* **Exercise**
Precisely the lines from the one with "wrist: (754, 764)" through the end of the data, both included, must make up the response, each restated word for word.
Segment Start: Provided records
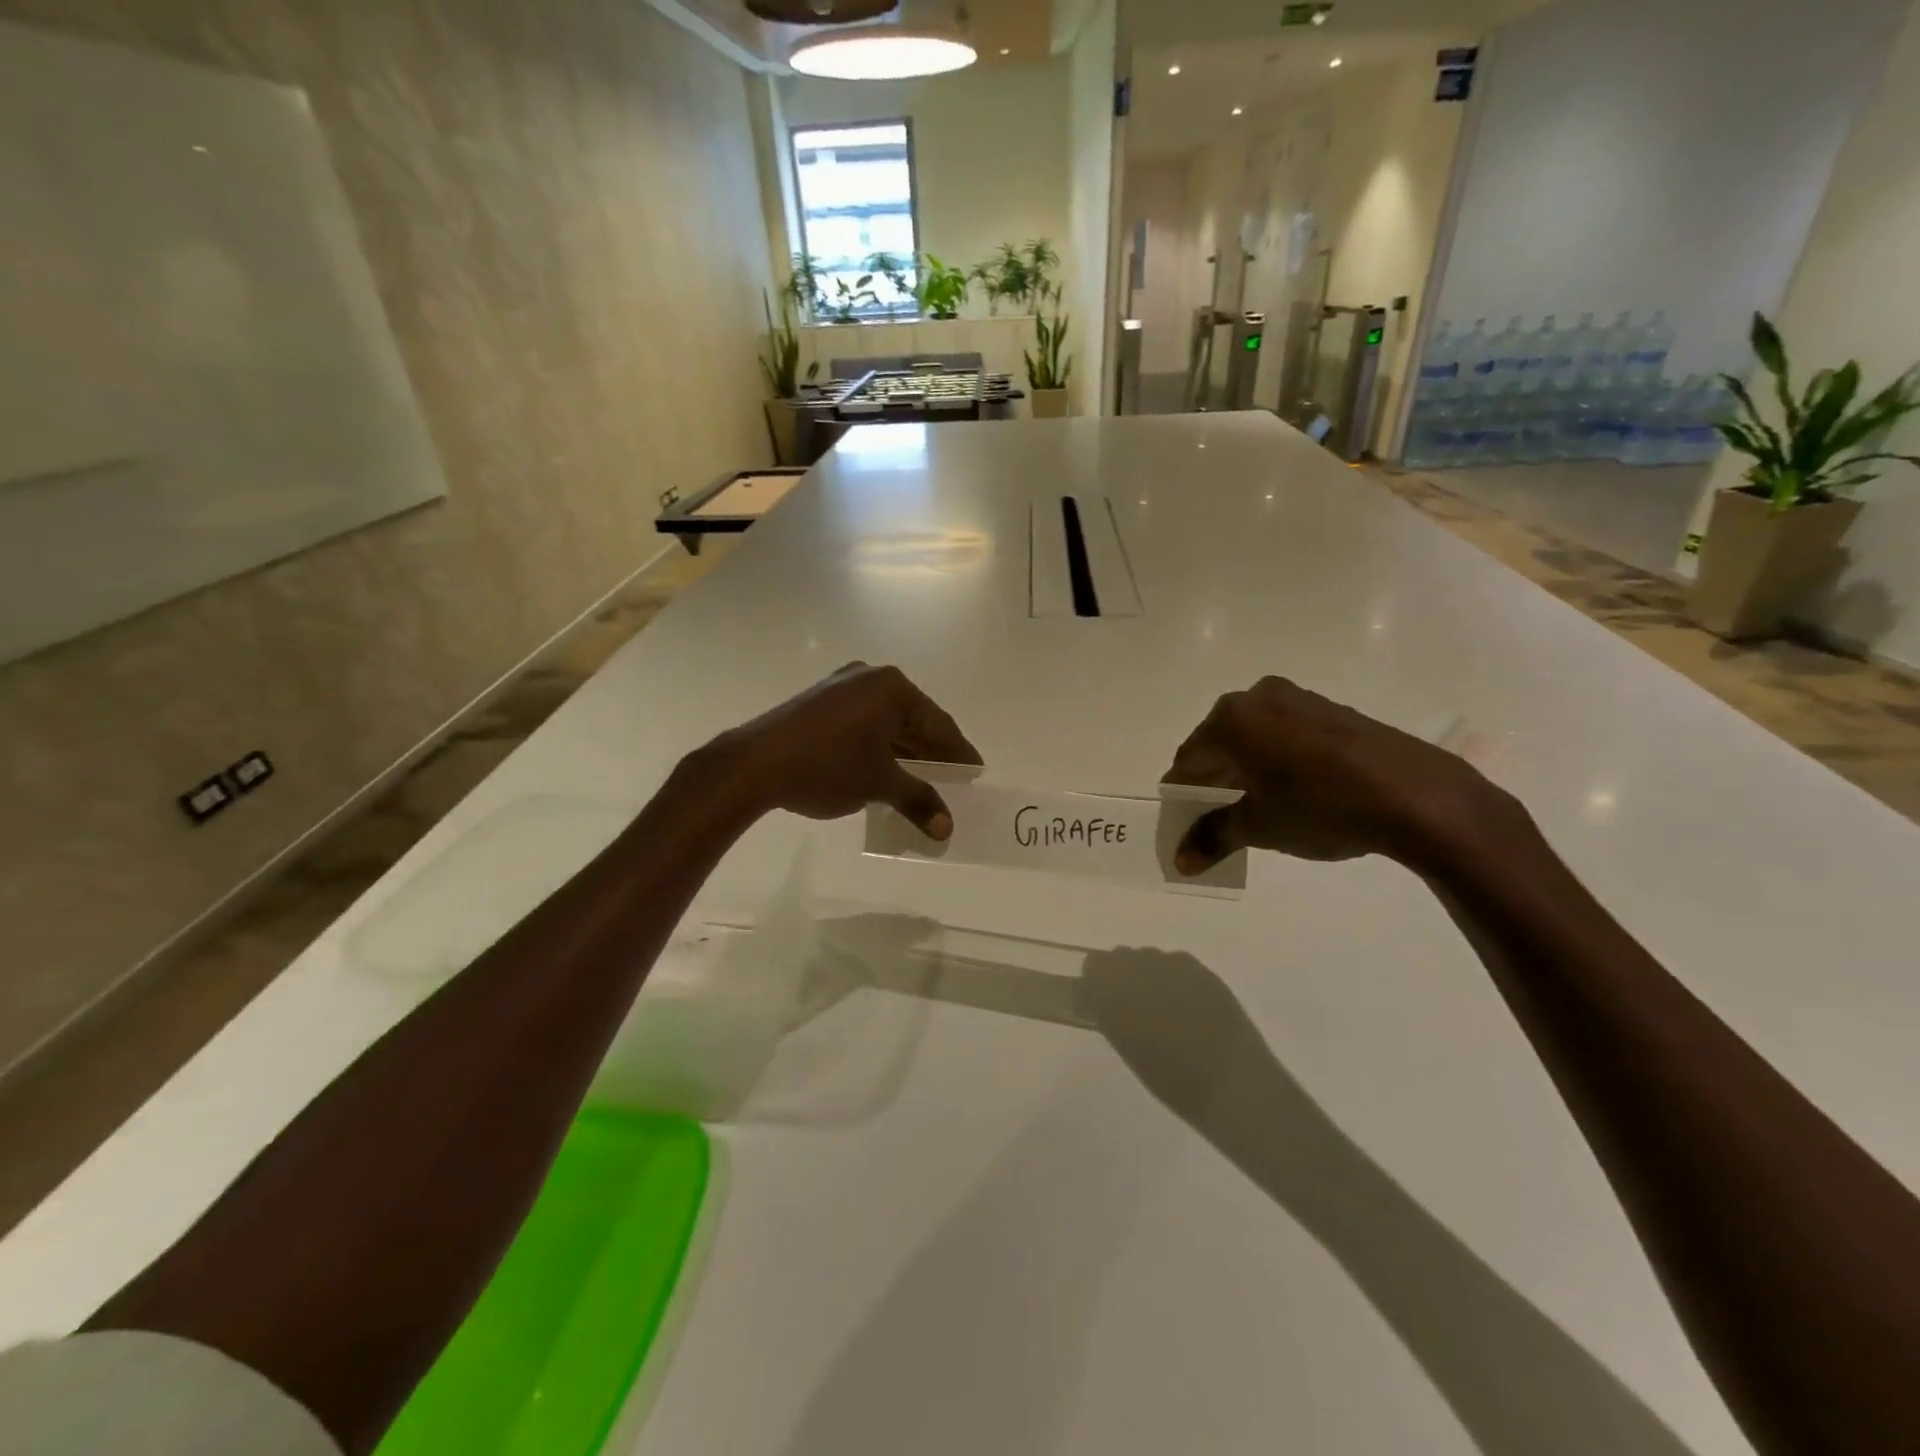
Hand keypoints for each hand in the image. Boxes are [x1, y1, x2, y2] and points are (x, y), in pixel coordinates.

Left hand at [716, 663, 981, 838]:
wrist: (754, 764)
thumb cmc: (827, 767)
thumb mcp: (879, 784)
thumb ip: (918, 800)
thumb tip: (946, 828)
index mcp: (892, 688)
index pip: (938, 723)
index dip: (958, 752)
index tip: (975, 771)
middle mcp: (870, 678)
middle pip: (913, 719)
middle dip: (932, 752)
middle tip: (954, 779)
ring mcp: (841, 686)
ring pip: (887, 721)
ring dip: (905, 750)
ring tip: (924, 779)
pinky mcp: (819, 701)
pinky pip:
Segment End: Provided records
* **Answer to this problem**
wrist: (754, 764)
thumb cmc: (827, 767)
thumb mcp: (879, 784)
thumb ip: (918, 800)
thumb tip: (946, 828)
index mcp: (892, 688)
index pip: (938, 723)
index dip: (958, 752)
index tip: (975, 771)
middle mcp: (870, 678)
middle pip: (913, 719)
middle dip: (932, 752)
middle tip: (954, 779)
ring mcp: (841, 686)
ring pip: (887, 721)
ring dip: (905, 750)
ring tip: (924, 779)
pinky mcp: (819, 701)
pinky pip:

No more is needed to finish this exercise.